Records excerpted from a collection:
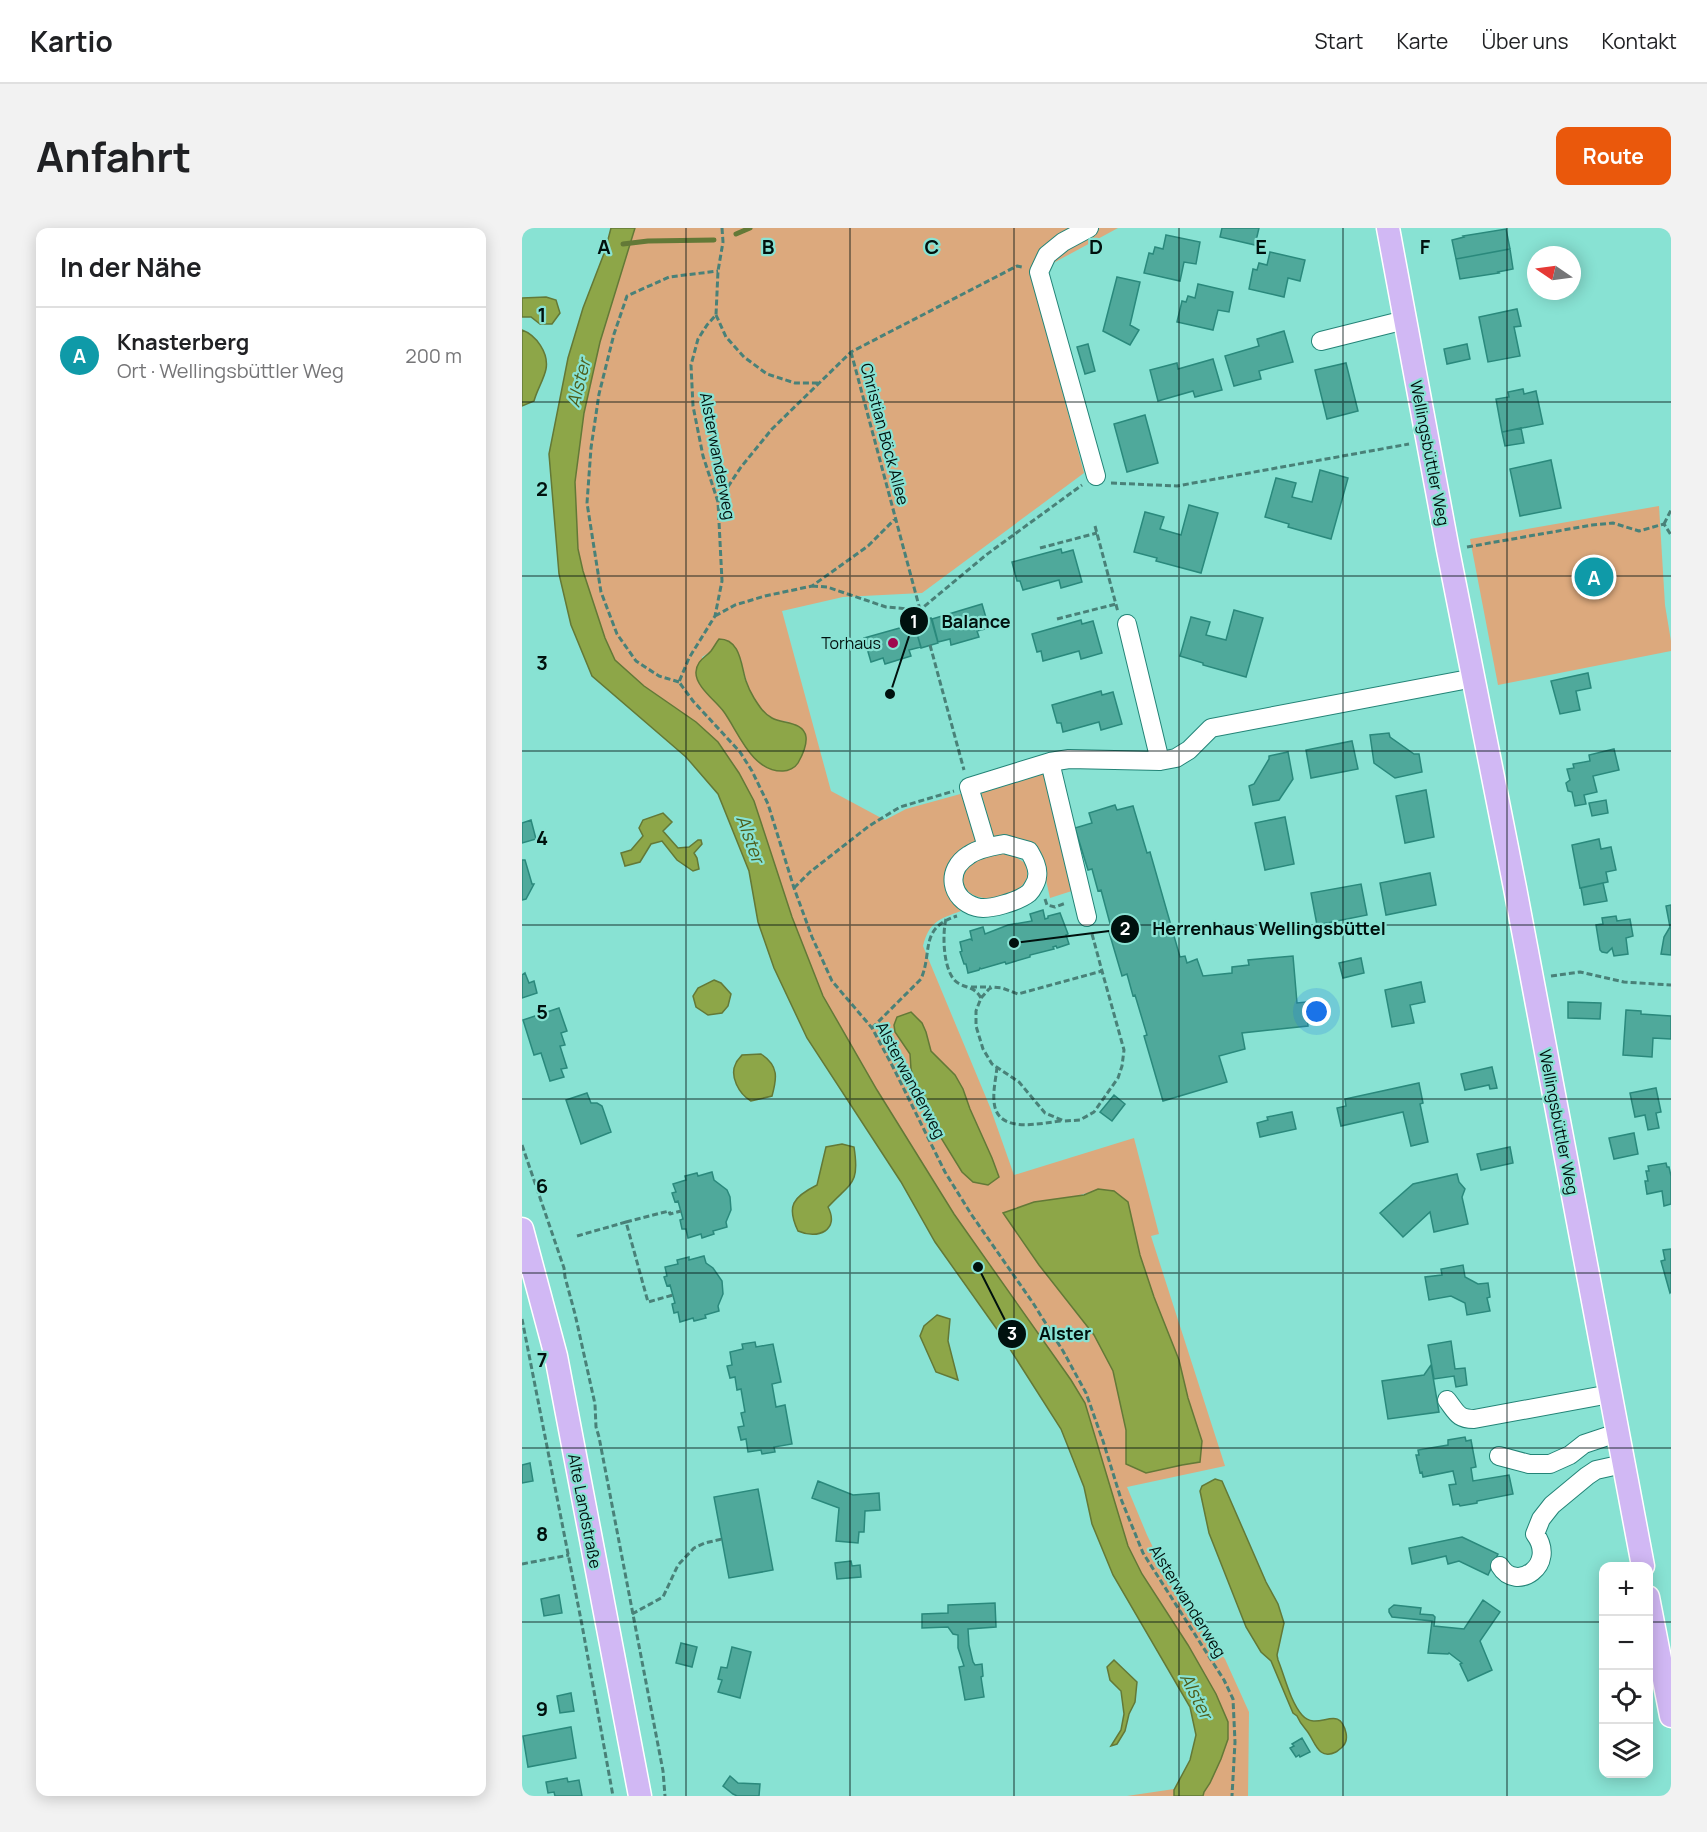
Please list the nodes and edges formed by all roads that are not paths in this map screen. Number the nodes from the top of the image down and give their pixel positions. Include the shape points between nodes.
1 (1089, 228) edge
2 (1388, 228) edge
3 (1405, 321) junction
4 (1321, 341) dead end
5 (1095, 476) road end
6 (1127, 624) road end
7 (1474, 678) junction
8 (1160, 760) junction
9 (1050, 762) junction
10 (987, 848) junction
11 (1087, 917) dead end
12 (522, 1229) edge
13 (1610, 1394) junction
14 (1448, 1400) dead end
15 (1617, 1432) junction
16 (1499, 1456) dead end
17 (1623, 1464) junction
18 (1642, 1562) edge
19 (1500, 1566) dead end
20 (1652, 1616) edge
21 (1671, 1716) edge
22 (640, 1796) edge

1 - 5 street via 1047,255 1040,272
2 - 3 main road, Wellingsbüttler Weg
3 - 4 street
3 - 7 main road, Wellingsbüttler Weg
6 - 8 street
7 - 8 street via 1211,728 1190,750 1176,758
7 - 13 main road, Wellingsbüttler Weg
8 - 9 street
9 - 10 street via 969,787
9 - 11 street
10 - 10 street via 970,854 954,874 955,890 964,902 979,908 1005,905 1030,892 1038,878 1029,850 1004,844
12 - 22 main road, Alte Landstraße via 556,1356
13 - 14 street via 1474,1419 1464,1419
13 - 15 main road, Wellingsbüttler Weg
15 - 16 street via 1584,1444 1550,1464 1529,1464
15 - 17 main road, Wellingsbüttler Weg
17 - 18 main road, Wellingsbüttler Weg
17 - 19 street via 1591,1472 1552,1505 1535,1534 1543,1554 1535,1569 1515,1577
20 - 21 main road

§ **What needs to be done**: Pictures aside, repeat every entry exactly as written.

§ **Answer to this problem**:
Please list the nodes and edges formed by all roads that are not paths in this map screen. Number the nodes from the top of the image down and give their pixel positions. Include the shape points between nodes.
1 (1089, 228) edge
2 (1388, 228) edge
3 (1405, 321) junction
4 (1321, 341) dead end
5 (1095, 476) road end
6 (1127, 624) road end
7 (1474, 678) junction
8 (1160, 760) junction
9 (1050, 762) junction
10 (987, 848) junction
11 (1087, 917) dead end
12 (522, 1229) edge
13 (1610, 1394) junction
14 (1448, 1400) dead end
15 (1617, 1432) junction
16 (1499, 1456) dead end
17 (1623, 1464) junction
18 (1642, 1562) edge
19 (1500, 1566) dead end
20 (1652, 1616) edge
21 (1671, 1716) edge
22 (640, 1796) edge

1 - 5 street via 1047,255 1040,272
2 - 3 main road, Wellingsbüttler Weg
3 - 4 street
3 - 7 main road, Wellingsbüttler Weg
6 - 8 street
7 - 8 street via 1211,728 1190,750 1176,758
7 - 13 main road, Wellingsbüttler Weg
8 - 9 street
9 - 10 street via 969,787
9 - 11 street
10 - 10 street via 970,854 954,874 955,890 964,902 979,908 1005,905 1030,892 1038,878 1029,850 1004,844
12 - 22 main road, Alte Landstraße via 556,1356
13 - 14 street via 1474,1419 1464,1419
13 - 15 main road, Wellingsbüttler Weg
15 - 16 street via 1584,1444 1550,1464 1529,1464
15 - 17 main road, Wellingsbüttler Weg
17 - 18 main road, Wellingsbüttler Weg
17 - 19 street via 1591,1472 1552,1505 1535,1534 1543,1554 1535,1569 1515,1577
20 - 21 main road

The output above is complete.